-- EXERCISE DATA follows --
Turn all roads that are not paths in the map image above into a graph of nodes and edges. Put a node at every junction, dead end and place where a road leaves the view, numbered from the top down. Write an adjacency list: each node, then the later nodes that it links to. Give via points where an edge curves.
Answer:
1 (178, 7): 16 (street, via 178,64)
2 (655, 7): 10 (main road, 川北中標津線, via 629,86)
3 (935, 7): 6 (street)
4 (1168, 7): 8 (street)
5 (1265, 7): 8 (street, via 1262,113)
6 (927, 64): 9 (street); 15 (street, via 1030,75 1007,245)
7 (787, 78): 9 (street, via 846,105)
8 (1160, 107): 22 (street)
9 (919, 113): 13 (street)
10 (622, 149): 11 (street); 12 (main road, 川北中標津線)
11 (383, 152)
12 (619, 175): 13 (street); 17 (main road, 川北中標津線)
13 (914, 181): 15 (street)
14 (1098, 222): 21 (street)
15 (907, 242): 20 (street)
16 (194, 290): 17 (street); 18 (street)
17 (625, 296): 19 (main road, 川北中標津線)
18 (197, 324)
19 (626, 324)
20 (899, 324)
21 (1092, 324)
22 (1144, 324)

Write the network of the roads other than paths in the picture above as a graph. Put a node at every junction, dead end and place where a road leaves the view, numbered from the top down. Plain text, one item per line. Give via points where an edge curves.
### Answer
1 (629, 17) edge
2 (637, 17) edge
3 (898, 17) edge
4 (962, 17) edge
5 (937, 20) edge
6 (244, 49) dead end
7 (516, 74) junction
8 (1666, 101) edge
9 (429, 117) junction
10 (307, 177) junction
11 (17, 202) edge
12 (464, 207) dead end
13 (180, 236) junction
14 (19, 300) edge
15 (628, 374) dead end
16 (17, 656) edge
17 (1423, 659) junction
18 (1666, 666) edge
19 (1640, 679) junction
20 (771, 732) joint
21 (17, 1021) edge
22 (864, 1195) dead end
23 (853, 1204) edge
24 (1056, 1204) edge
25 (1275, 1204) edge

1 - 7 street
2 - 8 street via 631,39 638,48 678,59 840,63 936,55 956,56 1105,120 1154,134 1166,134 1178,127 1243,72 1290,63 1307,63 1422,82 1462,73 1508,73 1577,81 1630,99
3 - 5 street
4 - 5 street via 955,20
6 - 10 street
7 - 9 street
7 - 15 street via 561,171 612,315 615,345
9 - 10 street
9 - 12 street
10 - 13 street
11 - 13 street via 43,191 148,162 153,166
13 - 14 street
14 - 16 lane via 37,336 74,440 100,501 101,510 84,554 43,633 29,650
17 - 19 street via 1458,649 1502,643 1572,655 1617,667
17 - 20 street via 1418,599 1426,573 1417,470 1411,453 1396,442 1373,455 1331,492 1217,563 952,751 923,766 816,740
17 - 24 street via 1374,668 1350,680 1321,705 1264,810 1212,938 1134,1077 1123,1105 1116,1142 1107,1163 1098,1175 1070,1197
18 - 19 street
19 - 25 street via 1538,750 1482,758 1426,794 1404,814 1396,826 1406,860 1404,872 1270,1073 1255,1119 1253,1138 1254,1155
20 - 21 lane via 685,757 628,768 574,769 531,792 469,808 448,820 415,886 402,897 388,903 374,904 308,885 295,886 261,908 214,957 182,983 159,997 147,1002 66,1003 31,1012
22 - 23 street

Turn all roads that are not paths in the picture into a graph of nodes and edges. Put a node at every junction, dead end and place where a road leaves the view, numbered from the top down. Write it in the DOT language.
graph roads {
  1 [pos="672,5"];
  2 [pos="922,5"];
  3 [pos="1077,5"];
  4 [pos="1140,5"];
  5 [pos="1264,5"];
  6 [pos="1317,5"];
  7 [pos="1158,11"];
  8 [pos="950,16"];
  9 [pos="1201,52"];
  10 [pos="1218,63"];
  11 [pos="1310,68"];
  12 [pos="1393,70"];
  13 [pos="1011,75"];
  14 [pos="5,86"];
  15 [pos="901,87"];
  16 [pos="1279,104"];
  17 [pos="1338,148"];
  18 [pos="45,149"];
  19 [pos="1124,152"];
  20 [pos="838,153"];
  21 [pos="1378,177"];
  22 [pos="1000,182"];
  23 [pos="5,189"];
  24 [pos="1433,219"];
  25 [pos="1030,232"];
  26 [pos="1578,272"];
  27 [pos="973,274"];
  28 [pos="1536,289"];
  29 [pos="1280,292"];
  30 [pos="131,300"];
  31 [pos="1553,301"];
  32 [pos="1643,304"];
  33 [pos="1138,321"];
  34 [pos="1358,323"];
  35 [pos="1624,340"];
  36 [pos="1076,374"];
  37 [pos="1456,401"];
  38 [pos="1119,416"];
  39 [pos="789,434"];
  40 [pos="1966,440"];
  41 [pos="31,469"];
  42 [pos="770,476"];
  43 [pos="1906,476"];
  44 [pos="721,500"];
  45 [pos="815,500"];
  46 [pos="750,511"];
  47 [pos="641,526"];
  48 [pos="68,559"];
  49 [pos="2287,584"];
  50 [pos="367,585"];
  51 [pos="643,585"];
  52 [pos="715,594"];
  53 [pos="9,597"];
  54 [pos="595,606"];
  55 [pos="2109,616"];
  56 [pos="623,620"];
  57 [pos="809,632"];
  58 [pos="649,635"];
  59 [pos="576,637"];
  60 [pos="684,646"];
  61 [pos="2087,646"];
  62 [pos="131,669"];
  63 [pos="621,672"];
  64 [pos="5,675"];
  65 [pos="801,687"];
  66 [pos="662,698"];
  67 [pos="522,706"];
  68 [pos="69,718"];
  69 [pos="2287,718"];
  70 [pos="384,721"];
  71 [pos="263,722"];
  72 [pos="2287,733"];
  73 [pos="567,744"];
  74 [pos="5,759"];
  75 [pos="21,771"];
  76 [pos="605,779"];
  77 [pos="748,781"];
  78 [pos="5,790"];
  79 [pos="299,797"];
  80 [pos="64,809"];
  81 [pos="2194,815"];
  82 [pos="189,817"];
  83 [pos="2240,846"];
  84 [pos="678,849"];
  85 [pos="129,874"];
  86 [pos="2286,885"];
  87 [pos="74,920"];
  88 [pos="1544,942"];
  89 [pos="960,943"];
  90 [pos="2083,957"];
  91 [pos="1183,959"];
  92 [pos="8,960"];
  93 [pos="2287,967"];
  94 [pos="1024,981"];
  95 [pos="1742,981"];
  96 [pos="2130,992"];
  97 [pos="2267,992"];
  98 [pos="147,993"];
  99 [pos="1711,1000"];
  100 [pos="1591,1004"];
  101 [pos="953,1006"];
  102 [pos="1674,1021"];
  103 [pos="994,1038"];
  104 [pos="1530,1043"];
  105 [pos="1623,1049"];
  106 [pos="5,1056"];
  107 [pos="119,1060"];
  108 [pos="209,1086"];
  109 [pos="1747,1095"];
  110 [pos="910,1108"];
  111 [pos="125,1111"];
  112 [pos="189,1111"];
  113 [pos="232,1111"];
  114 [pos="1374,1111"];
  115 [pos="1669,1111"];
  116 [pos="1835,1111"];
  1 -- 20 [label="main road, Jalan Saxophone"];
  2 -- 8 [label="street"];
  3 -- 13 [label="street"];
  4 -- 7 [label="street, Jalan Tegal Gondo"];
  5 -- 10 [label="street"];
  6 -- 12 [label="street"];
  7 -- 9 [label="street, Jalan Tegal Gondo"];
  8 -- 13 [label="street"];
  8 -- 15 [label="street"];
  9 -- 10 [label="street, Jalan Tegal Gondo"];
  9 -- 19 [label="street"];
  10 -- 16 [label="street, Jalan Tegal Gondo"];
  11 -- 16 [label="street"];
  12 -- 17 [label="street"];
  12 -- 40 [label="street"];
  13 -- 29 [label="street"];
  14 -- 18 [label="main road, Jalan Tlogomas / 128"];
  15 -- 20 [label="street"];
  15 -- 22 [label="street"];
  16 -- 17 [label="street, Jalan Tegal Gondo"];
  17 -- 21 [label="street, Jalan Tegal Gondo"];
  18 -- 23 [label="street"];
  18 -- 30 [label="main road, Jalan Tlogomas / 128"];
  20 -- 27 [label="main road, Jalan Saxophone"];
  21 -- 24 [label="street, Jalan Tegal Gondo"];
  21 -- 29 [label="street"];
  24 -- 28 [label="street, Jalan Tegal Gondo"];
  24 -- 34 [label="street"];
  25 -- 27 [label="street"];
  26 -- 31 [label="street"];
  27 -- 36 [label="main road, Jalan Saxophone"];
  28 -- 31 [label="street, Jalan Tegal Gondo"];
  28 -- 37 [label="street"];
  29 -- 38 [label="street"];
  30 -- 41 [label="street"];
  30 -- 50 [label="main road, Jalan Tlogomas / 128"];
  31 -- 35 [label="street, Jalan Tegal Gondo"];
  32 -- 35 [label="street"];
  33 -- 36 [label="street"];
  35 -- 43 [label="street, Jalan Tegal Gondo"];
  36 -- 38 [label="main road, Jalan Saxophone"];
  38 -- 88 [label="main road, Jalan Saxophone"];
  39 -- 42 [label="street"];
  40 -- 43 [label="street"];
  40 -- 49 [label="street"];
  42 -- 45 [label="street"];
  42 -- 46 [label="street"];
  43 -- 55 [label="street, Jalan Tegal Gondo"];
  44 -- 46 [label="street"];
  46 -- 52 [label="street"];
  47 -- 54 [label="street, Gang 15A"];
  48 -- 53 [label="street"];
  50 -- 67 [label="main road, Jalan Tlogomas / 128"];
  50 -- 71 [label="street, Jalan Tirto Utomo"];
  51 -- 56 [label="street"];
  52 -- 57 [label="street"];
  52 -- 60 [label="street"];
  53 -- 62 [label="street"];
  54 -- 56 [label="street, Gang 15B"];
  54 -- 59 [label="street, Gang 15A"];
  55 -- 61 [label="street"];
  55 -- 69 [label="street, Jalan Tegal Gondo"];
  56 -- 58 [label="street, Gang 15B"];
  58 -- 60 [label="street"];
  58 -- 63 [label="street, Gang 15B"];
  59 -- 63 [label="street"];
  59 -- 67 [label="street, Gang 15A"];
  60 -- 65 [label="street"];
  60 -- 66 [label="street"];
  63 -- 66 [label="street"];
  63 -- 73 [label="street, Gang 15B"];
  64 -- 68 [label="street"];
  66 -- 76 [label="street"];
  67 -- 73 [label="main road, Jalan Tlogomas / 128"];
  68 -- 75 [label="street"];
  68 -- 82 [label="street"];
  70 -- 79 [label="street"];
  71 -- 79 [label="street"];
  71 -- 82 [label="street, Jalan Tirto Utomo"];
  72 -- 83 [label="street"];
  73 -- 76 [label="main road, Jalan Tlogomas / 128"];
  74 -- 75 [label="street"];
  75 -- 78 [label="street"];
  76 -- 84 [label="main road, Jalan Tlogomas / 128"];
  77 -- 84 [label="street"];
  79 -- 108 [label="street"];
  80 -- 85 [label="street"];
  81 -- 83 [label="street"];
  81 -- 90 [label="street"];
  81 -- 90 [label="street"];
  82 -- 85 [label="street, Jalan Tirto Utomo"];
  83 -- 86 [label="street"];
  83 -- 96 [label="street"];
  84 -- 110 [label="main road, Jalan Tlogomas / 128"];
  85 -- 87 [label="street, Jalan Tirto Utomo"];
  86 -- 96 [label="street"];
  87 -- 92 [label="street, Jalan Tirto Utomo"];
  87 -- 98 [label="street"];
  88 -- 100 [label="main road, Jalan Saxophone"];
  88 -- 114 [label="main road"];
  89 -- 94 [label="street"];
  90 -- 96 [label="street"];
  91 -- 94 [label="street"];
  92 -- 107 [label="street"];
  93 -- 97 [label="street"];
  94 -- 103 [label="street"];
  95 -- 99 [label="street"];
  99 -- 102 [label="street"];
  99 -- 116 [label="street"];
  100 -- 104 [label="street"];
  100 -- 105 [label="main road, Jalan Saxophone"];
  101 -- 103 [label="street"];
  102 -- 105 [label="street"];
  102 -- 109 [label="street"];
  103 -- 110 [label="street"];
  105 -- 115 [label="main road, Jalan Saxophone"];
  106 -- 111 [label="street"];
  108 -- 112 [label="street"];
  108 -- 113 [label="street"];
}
-- EXERCISE DATA concluded --
▶ [DIRECTIONS FOR THIS TASK]
Look for the string "roads" in the data above and return every line that has it.

▶ [WRITTEN SOLUTION]
Turn all roads that are not paths in the map image above into a graph of nodes and edges. Put a node at every junction, dead end and place where a road leaves the view, numbered from the top down. Write an adjacency list: each node, then the later nodes that it links to. Give via points where an edge curves.
Write the network of the roads other than paths in the picture above as a graph. Put a node at every junction, dead end and place where a road leaves the view, numbered from the top down. Plain text, one item per line. Give via points where an edge curves.
Turn all roads that are not paths in the picture into a graph of nodes and edges. Put a node at every junction, dead end and place where a road leaves the view, numbered from the top down. Write it in the DOT language.
graph roads {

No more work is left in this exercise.